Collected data
^^^^^^^^
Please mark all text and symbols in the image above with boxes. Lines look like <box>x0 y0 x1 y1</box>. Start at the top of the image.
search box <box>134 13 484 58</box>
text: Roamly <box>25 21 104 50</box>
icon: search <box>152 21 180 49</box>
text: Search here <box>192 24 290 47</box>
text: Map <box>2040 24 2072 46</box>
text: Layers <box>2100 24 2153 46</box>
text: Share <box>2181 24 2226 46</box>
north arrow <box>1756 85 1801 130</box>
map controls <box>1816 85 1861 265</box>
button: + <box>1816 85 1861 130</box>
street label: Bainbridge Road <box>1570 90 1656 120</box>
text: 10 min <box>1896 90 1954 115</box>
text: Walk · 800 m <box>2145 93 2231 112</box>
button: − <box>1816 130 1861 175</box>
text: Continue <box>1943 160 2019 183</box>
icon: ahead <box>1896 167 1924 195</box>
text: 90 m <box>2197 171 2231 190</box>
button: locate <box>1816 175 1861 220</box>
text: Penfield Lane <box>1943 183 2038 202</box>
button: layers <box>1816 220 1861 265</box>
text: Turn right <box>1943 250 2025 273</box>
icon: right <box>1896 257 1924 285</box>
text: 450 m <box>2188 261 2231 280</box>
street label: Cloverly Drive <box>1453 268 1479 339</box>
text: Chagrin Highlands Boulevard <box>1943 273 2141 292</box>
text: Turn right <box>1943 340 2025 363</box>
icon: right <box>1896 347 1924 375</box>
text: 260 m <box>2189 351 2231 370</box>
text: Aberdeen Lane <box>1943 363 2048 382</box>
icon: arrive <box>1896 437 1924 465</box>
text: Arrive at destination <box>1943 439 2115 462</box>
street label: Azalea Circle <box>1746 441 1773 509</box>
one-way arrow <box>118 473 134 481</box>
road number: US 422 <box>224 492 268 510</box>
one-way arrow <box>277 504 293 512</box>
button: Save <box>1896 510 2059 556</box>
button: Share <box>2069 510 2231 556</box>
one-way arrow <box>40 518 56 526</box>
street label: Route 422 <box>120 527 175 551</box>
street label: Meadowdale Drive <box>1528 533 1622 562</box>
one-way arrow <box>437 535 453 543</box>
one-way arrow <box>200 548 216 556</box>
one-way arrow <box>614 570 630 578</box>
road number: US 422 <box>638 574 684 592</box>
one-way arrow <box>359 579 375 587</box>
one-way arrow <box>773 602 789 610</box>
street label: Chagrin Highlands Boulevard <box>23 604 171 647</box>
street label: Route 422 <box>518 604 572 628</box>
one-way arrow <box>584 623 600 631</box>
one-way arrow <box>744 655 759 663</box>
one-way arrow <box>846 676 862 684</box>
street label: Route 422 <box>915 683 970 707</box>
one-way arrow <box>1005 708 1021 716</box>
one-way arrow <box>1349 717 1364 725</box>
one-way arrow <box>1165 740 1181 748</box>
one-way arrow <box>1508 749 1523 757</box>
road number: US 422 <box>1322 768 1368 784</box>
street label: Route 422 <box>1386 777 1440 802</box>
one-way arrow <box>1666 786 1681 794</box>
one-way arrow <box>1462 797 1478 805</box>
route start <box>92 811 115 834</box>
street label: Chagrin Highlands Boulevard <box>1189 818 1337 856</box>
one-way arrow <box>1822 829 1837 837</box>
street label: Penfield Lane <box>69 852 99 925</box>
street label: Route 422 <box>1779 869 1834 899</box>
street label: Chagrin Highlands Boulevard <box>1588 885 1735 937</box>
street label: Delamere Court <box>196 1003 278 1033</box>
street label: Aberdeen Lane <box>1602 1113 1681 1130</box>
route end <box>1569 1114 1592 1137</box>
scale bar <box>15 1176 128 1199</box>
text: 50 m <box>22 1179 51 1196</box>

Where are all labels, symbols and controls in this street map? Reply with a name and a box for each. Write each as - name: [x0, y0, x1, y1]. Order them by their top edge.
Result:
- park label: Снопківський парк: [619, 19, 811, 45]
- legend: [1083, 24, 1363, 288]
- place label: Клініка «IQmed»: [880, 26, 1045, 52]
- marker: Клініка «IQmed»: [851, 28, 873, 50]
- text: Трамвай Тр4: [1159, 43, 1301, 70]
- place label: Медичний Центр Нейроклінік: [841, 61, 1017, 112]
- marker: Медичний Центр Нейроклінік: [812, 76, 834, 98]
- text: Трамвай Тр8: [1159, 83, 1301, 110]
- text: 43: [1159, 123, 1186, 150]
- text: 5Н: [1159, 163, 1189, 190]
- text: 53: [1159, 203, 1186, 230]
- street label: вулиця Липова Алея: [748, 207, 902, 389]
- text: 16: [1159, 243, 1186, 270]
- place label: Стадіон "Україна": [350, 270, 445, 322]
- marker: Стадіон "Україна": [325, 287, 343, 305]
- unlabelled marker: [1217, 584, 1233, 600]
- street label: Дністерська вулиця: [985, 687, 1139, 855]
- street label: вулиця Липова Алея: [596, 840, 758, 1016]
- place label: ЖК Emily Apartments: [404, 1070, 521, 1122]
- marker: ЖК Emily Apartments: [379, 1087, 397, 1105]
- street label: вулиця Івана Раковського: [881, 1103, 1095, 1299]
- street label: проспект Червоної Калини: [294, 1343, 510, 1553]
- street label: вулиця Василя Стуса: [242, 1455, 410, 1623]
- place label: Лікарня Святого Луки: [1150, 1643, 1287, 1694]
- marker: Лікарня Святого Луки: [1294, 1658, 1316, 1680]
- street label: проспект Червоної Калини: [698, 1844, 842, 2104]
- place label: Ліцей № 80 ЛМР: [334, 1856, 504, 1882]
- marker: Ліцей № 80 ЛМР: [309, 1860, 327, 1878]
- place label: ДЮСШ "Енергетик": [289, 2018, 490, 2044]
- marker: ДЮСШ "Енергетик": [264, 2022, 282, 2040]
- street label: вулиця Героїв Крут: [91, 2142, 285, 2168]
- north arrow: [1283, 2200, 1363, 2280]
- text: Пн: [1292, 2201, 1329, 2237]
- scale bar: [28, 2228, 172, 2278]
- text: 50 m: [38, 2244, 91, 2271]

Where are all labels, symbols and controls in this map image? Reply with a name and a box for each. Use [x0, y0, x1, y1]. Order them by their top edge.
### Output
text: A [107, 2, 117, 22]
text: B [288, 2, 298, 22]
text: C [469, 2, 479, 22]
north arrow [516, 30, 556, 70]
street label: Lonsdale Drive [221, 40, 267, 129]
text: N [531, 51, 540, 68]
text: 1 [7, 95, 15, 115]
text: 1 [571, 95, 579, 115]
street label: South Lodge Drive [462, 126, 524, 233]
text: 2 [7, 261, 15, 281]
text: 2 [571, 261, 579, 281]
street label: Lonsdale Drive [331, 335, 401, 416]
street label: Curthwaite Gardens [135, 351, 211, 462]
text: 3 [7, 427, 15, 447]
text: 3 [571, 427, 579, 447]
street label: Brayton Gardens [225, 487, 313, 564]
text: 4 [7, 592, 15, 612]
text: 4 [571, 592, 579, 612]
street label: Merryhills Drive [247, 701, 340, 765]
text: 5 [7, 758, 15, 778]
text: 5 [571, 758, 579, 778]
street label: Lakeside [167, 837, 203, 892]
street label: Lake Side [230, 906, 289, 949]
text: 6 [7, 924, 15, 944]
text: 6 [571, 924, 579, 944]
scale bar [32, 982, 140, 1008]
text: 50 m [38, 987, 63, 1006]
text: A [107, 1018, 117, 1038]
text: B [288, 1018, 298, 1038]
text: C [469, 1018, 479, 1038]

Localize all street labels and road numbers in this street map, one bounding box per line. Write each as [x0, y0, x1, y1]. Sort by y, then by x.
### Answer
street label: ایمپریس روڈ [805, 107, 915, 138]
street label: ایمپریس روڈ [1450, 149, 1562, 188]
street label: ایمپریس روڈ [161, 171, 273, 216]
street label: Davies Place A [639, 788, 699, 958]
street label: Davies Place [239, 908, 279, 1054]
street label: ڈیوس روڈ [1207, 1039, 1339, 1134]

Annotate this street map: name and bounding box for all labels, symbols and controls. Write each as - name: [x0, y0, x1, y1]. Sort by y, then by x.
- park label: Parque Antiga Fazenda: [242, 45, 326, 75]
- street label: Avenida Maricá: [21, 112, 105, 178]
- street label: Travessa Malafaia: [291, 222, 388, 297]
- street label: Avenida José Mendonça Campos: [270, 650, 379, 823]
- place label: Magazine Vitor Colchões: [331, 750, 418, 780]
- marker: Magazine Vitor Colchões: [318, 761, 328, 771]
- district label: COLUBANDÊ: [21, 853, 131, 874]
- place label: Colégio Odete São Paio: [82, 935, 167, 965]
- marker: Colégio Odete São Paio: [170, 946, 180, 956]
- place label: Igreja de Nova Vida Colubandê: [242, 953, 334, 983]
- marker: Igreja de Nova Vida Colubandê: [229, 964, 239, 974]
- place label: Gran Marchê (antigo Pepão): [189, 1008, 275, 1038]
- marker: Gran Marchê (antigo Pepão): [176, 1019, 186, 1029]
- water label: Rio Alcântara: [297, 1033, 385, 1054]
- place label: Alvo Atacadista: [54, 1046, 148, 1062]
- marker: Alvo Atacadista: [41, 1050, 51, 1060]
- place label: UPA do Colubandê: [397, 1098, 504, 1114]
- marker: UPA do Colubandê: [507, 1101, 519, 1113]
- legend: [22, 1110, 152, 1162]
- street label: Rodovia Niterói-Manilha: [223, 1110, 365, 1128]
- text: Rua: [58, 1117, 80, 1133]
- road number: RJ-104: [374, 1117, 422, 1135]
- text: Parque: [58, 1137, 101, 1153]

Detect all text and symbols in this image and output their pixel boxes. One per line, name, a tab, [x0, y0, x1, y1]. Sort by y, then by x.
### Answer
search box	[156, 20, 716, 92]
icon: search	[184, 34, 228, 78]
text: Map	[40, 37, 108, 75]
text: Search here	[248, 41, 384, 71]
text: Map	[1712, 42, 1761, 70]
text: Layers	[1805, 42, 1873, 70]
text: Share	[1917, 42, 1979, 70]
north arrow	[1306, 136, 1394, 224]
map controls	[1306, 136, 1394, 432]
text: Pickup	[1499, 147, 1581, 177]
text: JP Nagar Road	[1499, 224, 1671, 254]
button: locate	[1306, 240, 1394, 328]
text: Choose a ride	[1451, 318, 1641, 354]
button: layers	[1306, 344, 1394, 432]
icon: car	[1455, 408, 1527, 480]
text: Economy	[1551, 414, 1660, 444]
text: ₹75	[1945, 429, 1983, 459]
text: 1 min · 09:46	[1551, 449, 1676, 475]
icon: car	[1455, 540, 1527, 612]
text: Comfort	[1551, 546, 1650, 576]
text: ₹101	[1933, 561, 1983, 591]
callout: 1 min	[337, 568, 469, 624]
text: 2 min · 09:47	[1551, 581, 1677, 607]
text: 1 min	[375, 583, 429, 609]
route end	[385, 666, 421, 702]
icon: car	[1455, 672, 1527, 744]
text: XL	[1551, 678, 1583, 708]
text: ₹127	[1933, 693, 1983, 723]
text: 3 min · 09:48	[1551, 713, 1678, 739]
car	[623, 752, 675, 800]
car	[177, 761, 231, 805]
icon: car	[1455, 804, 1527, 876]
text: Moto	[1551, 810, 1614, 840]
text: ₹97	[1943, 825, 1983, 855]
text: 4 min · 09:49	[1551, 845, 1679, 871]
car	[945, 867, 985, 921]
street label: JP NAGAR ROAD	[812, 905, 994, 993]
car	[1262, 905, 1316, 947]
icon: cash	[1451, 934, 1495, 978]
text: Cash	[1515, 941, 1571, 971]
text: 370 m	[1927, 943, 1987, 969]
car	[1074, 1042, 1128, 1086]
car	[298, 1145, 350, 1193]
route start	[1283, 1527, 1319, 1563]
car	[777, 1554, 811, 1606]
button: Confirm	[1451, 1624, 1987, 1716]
^^^^^^^^
## WHAT YOU HAVE TO DO
Search the records for the word "ДЮСШ" and copy every line where it occurs.

## ANSWER BELOW
- place label: ДЮСШ "Енергетик": [289, 2018, 490, 2044]
- marker: ДЮСШ "Енергетик": [264, 2022, 282, 2040]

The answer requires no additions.